Together, the societies — which included the Infectious Diseases Society of America, HIV Medicine Association, Pediatric Diseases Society, and the Society of Healthcare Epidemiology of America — represent more than 14,000 infectious diseases and HIV physicians, scientists, researchers, and other healthcare and public health professionals throughout the country.
“This proposed policy change would severely affect the dwindling number of J-1 physicians’ availability to deliver infectious diseases care for patients and further jeopardize the nation’s ability to effectively respond to the COVID-19 Public Health Emergency,” leaders of the organizations wrote in a letter.
The rule being proposed by the DHS is known as “Establishing a Fixed Time Period of Admission and an Extension of Stay Procedure for Nonimmigrant Academic Students, Exchange Visitors, and Representatives of Foreign Information Media.” It proposes a four-year length of stay requirement on J-1 physicians and would require yearly applications for extensions. DHS claims this is necessary to monitor and oversee nonimmigrants efficiently.
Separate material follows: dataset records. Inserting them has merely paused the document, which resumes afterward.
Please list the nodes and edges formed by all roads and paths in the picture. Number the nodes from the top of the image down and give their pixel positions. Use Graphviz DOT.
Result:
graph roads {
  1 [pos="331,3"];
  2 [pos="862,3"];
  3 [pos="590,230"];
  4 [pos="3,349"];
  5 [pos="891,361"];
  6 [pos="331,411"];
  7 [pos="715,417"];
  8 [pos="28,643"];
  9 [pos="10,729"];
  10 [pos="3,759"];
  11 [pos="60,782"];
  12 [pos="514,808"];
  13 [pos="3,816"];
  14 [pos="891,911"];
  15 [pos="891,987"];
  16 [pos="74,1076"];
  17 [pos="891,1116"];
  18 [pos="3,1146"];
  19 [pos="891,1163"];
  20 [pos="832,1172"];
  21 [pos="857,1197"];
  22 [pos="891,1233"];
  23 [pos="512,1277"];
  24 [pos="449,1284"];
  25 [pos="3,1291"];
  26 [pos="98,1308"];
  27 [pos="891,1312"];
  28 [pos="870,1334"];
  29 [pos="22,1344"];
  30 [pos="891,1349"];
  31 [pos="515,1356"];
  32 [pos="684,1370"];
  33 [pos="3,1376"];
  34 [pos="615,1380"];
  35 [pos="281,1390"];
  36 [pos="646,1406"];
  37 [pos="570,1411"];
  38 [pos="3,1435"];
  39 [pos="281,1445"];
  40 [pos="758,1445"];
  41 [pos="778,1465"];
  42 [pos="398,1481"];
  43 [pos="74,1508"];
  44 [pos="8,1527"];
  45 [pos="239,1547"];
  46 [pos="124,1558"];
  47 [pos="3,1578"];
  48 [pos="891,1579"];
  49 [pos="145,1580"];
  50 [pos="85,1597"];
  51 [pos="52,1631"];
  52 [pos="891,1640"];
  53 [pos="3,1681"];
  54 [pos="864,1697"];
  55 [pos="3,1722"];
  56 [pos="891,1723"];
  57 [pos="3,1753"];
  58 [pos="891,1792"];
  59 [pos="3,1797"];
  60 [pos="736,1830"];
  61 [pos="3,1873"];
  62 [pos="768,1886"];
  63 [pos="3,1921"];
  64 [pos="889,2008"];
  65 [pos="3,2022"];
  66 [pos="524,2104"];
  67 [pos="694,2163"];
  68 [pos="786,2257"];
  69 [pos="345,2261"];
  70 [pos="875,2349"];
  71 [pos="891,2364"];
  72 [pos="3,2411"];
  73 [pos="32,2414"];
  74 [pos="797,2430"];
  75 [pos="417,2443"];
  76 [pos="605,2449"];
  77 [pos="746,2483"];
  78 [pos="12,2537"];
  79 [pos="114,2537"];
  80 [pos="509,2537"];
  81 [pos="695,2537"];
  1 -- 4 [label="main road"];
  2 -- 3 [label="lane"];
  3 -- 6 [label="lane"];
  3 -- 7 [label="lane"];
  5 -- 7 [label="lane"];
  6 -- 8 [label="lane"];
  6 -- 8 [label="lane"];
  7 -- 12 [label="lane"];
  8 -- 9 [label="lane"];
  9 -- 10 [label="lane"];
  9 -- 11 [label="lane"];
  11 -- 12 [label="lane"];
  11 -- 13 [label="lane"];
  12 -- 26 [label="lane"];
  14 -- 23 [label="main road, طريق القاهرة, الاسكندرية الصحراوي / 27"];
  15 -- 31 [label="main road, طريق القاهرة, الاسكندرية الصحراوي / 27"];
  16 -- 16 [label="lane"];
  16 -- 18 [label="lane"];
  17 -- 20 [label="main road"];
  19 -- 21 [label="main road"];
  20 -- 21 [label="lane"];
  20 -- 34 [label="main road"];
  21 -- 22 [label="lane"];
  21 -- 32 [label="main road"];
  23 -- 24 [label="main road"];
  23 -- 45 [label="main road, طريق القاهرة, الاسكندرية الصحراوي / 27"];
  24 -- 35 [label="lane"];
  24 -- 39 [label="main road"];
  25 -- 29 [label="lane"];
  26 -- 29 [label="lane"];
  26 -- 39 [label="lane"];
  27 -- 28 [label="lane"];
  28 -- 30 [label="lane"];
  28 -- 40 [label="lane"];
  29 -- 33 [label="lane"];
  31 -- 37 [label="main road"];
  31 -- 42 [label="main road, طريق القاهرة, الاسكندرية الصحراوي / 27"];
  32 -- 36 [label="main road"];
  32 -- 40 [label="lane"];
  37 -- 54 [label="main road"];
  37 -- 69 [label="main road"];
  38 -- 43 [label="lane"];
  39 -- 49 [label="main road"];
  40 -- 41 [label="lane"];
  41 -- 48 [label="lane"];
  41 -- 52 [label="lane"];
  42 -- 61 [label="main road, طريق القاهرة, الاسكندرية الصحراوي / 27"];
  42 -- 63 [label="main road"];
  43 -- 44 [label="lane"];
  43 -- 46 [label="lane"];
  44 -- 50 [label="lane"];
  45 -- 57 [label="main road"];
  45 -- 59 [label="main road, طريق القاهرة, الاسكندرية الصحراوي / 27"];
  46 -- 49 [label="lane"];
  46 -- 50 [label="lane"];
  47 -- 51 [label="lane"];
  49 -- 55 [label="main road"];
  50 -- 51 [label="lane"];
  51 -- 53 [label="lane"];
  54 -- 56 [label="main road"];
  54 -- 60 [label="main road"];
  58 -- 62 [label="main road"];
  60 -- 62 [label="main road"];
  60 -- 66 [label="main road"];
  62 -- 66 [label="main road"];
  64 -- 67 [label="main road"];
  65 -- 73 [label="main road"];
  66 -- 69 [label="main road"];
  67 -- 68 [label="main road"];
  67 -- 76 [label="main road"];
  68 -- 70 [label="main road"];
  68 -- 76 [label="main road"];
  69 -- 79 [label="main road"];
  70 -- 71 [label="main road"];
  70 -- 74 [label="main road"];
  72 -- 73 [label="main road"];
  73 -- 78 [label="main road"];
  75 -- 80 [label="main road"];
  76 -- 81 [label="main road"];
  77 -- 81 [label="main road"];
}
Already, the number of physicians specializing in infectious diseases and HIV falls short of need, according to the letter writers. Of those who remain, about a third entering these fields came from outside the country on J-1 visas. The writers pointed to their contributions to the field, from research to patient care and help for the underserved.
“Our members report a tremendous need for additional J-1 visa slots for ID and HIV physicians in the COVID-19 pandemic, particularly at institutions in states that have been hard-hit by COVID-19,” the comments said.
The writers dismissed claims from the DHS about its ability to monitor these physicians while noting the framework already established by the Accreditation Council for Graduate Medical Education that requires teaching hospitals to provide residents and fellows appropriate supervision and confirmation of ongoing participation.